PERCY, SIDNEY RICHARD (1821?–1886), landscape-painter and founder of the ‘School of Barnes,’ was born about 1821. He was the sixth son of Edward Williams, a landscape-painter, whose seven sons followed the same branch of art as their father, and three of whom called themselves respectively Henry John Boddington [q. v.], Arthur Gilbert, and Sidney Richard Percy, in order to avoid confusion with their relatives and other artists of the same name. He began to exhibit landscapes both at the Royal Academy and at the Society of British Artists in 1842, and at the British Institution in 1843. His works consisted chiefly of English and Welsh scenery, and especially of views on the Thames, and, although no picture can be singled out for mention from among others, they were at one time very popular. He contributed in all nearly three hundred pictures to the various London exhibitions.

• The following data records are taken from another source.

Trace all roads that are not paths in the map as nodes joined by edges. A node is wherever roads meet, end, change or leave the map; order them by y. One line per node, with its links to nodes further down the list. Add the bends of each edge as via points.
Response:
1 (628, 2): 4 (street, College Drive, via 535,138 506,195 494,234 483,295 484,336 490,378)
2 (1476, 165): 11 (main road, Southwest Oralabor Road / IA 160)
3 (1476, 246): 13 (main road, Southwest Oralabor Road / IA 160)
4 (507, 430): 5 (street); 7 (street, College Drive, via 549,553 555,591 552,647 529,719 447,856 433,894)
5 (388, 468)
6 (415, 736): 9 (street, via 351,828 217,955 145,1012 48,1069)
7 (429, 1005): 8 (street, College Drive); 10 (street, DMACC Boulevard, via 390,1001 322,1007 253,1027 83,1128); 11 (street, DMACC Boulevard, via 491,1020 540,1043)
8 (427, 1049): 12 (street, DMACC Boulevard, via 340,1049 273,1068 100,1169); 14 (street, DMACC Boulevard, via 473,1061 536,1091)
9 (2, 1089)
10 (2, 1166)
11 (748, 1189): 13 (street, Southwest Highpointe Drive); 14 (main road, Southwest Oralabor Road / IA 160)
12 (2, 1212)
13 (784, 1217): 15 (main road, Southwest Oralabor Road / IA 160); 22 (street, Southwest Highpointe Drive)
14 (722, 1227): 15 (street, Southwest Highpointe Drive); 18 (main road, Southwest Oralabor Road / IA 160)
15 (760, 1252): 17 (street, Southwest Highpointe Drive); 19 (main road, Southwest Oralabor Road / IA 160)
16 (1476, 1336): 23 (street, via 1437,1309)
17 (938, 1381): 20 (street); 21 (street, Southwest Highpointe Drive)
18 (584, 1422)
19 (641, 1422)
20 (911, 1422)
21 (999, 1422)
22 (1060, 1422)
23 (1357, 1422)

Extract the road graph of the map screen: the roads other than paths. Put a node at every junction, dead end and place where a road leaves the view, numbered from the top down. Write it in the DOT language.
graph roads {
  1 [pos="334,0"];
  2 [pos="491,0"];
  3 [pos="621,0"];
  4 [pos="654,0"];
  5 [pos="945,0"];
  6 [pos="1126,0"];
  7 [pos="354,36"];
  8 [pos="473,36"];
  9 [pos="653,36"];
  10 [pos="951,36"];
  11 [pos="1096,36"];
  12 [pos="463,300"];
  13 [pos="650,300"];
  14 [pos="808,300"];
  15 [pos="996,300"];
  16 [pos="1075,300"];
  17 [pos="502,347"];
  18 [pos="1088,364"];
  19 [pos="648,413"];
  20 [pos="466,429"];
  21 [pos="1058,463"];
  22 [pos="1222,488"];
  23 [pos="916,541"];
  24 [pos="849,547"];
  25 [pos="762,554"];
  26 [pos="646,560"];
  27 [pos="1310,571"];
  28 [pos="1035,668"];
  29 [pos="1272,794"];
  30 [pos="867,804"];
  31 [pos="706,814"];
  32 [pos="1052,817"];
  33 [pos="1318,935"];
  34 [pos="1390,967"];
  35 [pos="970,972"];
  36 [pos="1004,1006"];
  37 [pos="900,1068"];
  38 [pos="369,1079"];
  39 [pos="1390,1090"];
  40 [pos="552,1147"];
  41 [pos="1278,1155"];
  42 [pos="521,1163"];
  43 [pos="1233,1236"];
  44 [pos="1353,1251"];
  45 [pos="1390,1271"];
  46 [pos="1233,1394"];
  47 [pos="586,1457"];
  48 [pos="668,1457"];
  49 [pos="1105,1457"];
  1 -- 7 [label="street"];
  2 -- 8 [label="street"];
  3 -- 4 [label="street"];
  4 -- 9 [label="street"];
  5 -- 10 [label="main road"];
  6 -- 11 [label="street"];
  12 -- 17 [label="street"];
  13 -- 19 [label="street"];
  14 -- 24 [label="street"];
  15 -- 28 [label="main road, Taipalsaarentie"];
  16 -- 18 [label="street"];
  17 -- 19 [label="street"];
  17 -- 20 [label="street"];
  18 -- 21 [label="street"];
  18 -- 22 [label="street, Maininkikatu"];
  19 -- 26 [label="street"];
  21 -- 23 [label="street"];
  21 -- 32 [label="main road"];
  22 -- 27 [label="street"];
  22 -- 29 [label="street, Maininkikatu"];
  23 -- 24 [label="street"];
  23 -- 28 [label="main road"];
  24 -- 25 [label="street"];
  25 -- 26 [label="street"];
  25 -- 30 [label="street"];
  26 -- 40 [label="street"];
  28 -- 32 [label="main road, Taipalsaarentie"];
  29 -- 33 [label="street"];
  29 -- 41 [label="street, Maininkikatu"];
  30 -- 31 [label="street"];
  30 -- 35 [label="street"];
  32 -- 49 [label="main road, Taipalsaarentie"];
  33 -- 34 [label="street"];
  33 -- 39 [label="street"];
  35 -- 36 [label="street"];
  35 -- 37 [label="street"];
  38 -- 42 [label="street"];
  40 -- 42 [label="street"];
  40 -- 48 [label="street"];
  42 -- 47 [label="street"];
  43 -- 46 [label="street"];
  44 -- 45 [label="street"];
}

Percy died at his residence, Woodseat, Sutton, Surrey, on 13 April 1886, aged 64. His remaining pictures and sketches were sold by Messrs. Christie, Manson, & Woods on 27 Nov. 1886.

[Athenæum, 1886, i. 592; Bryan's Dict. of Painters and Engravers, ed. Graves and Armstrong, 1886–9, ii. 769; Royal Academy Exhibition Catalogues, 1842–86; British Institution Exhibition Catalogues (Living Artists), 1843–1863; Exhibition Catalogues of the Society of British Artists, 1842–84.]